The host/device distinction often confuses people when they want to use USB to carry MIDI signals because unlike USB, MIDI is conceptually peer to peer and people expect all MIDI equipment to be compatible. If you have a typical Eurorack USB-MIDI interface module like a Doepfer A-190-3, and a typical USB-MIDI music keyboard, guess what? They're both "devices" and they won't talk to each other directly. They each need to connect to a host. Other Eurorack modules exist that can function as hosts for USB devices; and that's what the Gracious Host does. But the Gracious Host can only be a host; it will not connect to another host like itself.

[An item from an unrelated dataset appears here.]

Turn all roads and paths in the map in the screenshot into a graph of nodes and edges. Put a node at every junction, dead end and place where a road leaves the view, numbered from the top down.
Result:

When my customer contacted me asking for help connecting the OP-1, his first thought for why it wasn't working, was the same as mine: maybe the OP-1 was a host too. If that were the case, there wouldn't be much to do except get a different interface module, because it's a fundamental hardware difference. There's just no way an MSK 014 can be a "device" and talk to another host. Fortunately, it turned out there was something more complicated going on.

There's another layer to the USB standards in the shape of a protocol called "On The Go." On The Go is an optional extension under which some USB hardware can switch between being a device or a host. It involves special dual-function connectors so that an On The Go piece of equipment can connect to either a device or a host (using different cables, because non-On The Go hosts and devices have different connectors), or it can connect to other On The Go hardware, and the machines will automatically sort out between themselves who is the device and who is the host. If On The Go is supported at both ends, they can even switch roles back and forth while connected.

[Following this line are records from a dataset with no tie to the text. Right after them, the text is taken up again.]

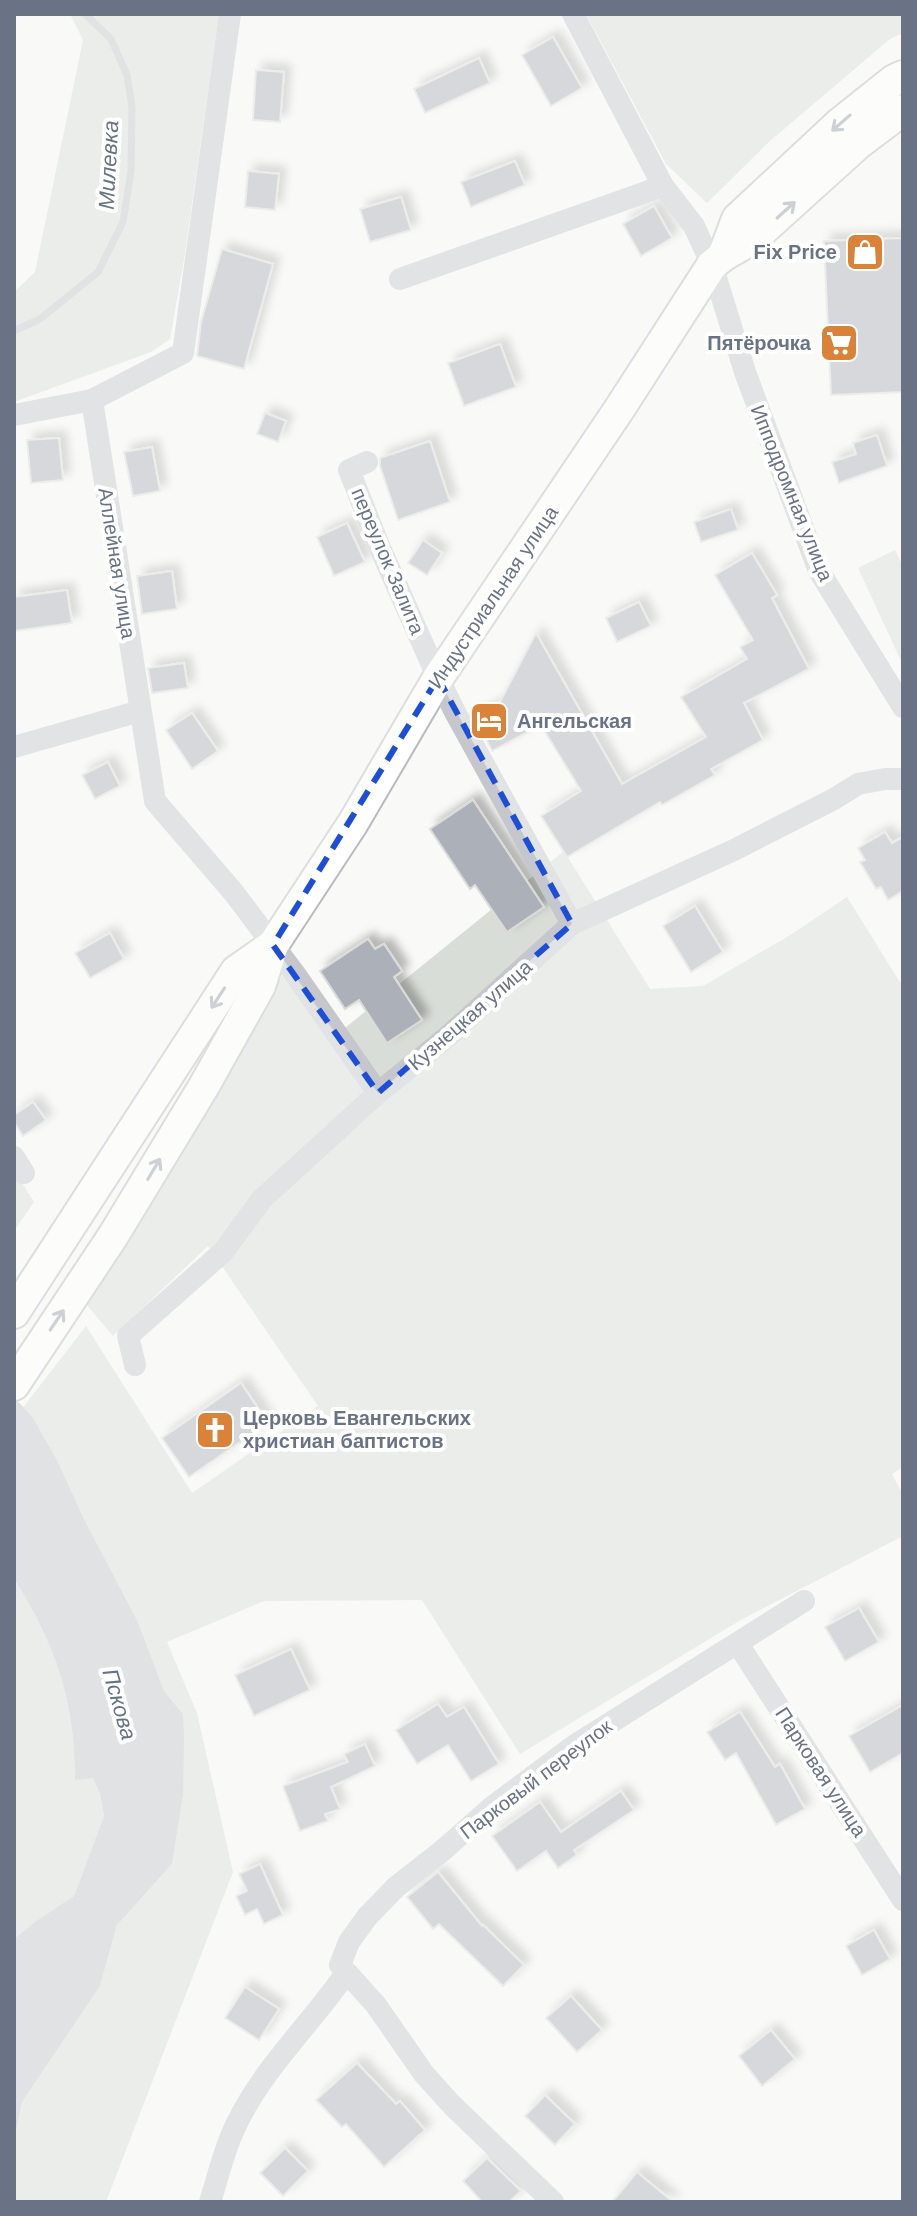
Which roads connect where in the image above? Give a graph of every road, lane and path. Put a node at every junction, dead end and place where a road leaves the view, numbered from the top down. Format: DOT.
graph roads {
  1 [pos="230,14"];
  2 [pos="573,14"];
  3 [pos="903,76"];
  4 [pos="903,110"];
  5 [pos="663,186"];
  6 [pos="718,260"];
  7 [pos="400,279"];
  8 [pos="92,400"];
  9 [pos="14,415"];
  10 [pos="367,462"];
  11 [pos="438,678"];
  12 [pos="903,707"];
  13 [pos="140,711"];
  14 [pos="14,747"];
  15 [pos="903,779"];
  16 [pos="572,924"];
  17 [pos="273,945"];
  18 [pos="378,1093"];
  19 [pos="14,1313"];
  20 [pos="135,1365"];
  21 [pos="14,1385"];
  22 [pos="804,1601"];
  23 [pos="738,1644"];
  24 [pos="903,1900"];
  25 [pos="343,1969"];
  26 [pos="210,2202"];
  27 [pos="553,2202"];
  1 -- 8 [label="street"];
  2 -- 5 [label="street, Ипподромная улица"];
  3 -- 6 [label="street, Индустриальная улица, one-way"];
  6 -- 4 [label="street, Индустриальная улица, one-way"];
  5 -- 6 [label="street, Ипподромная улица"];
  5 -- 7 [label="street"];
  6 -- 11 [label="street, Индустриальная улица"];
  6 -- 12 [label="street, Ипподромная улица"];
  8 -- 9 [label="street"];
  8 -- 13 [label="street, Аллейная улица"];
  10 -- 11 [label="street, переулок Залита"];
  11 -- 16 [label="street, переулок Залита"];
  11 -- 17 [label="street, Индустриальная улица"];
  13 -- 14 [label="street"];
  13 -- 17 [label="street, Аллейная улица"];
  15 -- 16 [label="street, Кузнецкая улица"];
  16 -- 18 [label="street, Кузнецкая улица"];
  17 -- 18 [label="street, Аллейная улица"];
  17 -- 19 [label="street, Индустриальная улица, one-way"];
  21 -- 17 [label="street, Индустриальная улица, one-way"];
  18 -- 20 [label="street, Кузнецкая улица"];
  22 -- 23 [label="street, Парковый переулок"];
  23 -- 24 [label="street, Парковая улица"];
  23 -- 25 [label="street, Парковый переулок"];
  25 -- 26 [label="street, Парковый переулок"];
  25 -- 27 [label="street"];
}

The OP-1 supports On The Go. The Gracious Host doesn't, but it shouldn't need to. If the OP-1 is following the rules properly, then it ought to automatically detect that the Gracious Host is host-only, and then the OP-1 should automatically become a device, allowing them to talk to each other. As far I could tell based on the blink code discussed below, that process was working correctly. The OP-1 was correctly being a device when it should, and the Gracious Host was detecting it as a device; just, an unknown device that it couldn't support. Why not?

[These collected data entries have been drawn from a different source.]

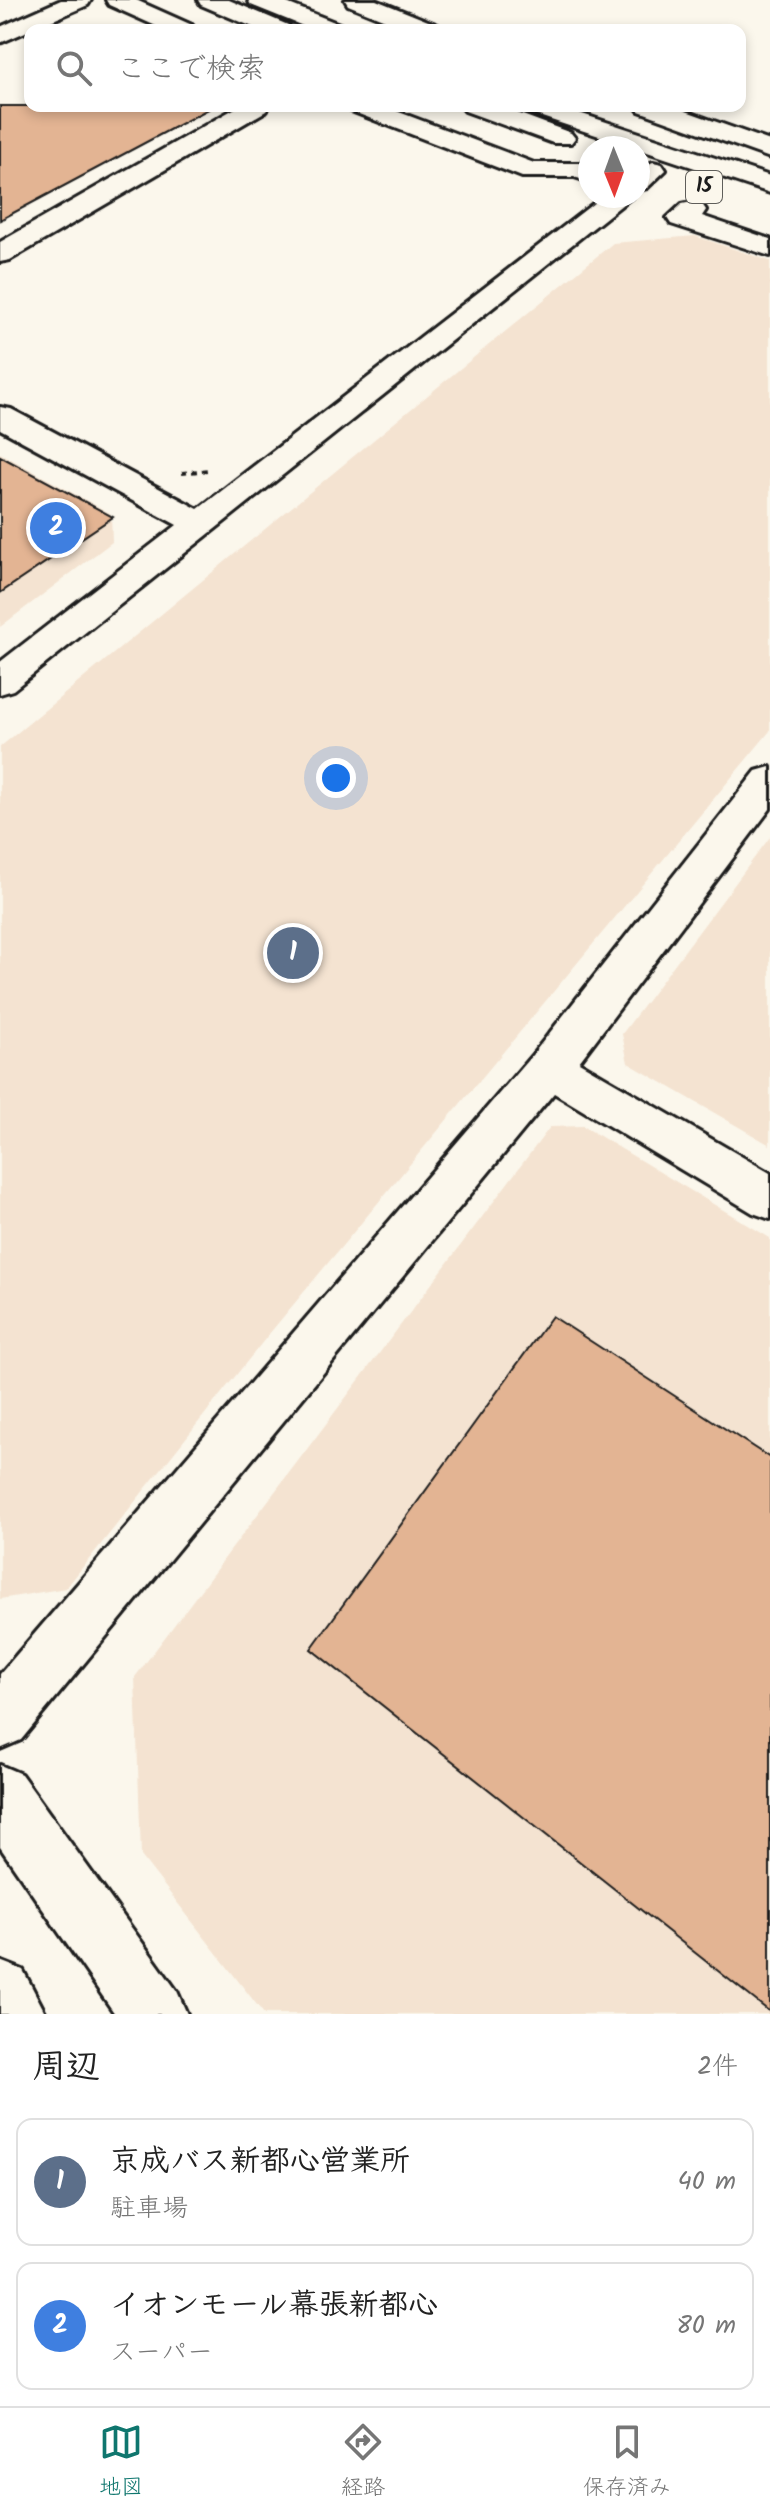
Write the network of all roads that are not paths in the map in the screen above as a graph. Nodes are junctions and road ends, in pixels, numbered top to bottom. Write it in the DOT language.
graph roads {
  1 [pos="117,0"];
  2 [pos="209,0"];
  3 [pos="259,0"];
  4 [pos="356,0"];
  5 [pos="13,7"];
  6 [pos="82,10"];
  7 [pos="48,15"];
  8 [pos="27,24"];
  9 [pos="171,24"];
  10 [pos="266,24"];
  11 [pos="319,24"];
  12 [pos="415,24"];
  13 [pos="24,26"];
  14 [pos="0,36"];
  15 [pos="247,112"];
  16 [pos="376,112"];
  17 [pos="491,112"];
  18 [pos="551,112"];
  19 [pos="665,112"];
  20 [pos="578,143"];
  21 [pos="770,150"];
  22 [pos="578,169"];
  23 [pos="650,174"];
  24 [pos="770,185"];
  25 [pos="664,200"];
  26 [pos="605,208"];
  27 [pos="770,210"];
  28 [pos="770,248"];
  29 [pos="0,254"];
  30 [pos="0,416"];
  31 [pos="201,524"];
  32 [pos="0,681"];
  33 [pos="770,781"];
  34 [pos="549,1067"];
  35 [pos="770,1198"];
  36 [pos="0,1719"];
  37 [pos="0,1795"];
  38 [pos="0,1993"];
  39 [pos="13,2014"];
  40 [pos="154,2014"];
  1 -- 9 [label="street"];
  2 -- 10 [label="street"];
  3 -- 11 [label="street"];
  4 -- 12 [label="street"];
  5 -- 7 [label="street"];
  6 -- 7 [label="street"];
  7 -- 8 [label="street"];
  13 -- 14 [label="street"];
  15 -- 29 [label="street"];
  16 -- 22 [label="street"];
  17 -- 20 [label="street"];
  18 -- 24 [label="street, 15"];
  19 -- 21 [label="street"];
  23 -- 27 [label="street, 15"];
  25 -- 28 [label="street"];
  26 -- 31 [label="street"];
  30 -- 31 [label="street"];
  31 -- 32 [label="street"];
  33 -- 34 [label="street"];
  34 -- 35 [label="street"];
  34 -- 36 [label="street"];
  37 -- 40 [label="street"];
  38 -- 39 [label="street"];
}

Looking at the descriptors

USB is supposed to be hot-pluggable: you can insert and remove devices at any time, even while powered up. I remember hot-plugging Apple Desktop Bus devices (a predecessor to USB) on Mac computers back in the day, but you're not really supposed to do that because it can crash the computer. We can have an interesting discussion about whether it's okay to hot-plug Eurorack modules. I can't really recommend doing it, but I do it myself with the modules I sell because I know I can't stop customers from doing it and if a module is going to die, I want that to happen before I sell it, not after. With USB data storage in particular, it may be unwise to unplug a "key" while it's still in use by a computer. But the low-level USB protocol is designed around the concept that hot-plugging should work, and the designers of the bus put a lot of thought and care into that.

When a USB device is connected to a host, the host detects that the device has connected by the change in voltage levels on the bus, and then a complicated sequence of steps is supposed to unfold over the course of a fraction of a second. Part of this sequence is called "enumeration," in which the host assigns the new device a number with which the host will address that device for the rest of the time it's connected. In a bus with many devices, they're each given different numbers so that the host can communicate with them individually. With the Gracious Host in particular, because it doesn't support hubs and only talks to one device, it actually tells every device to be number 1, every time.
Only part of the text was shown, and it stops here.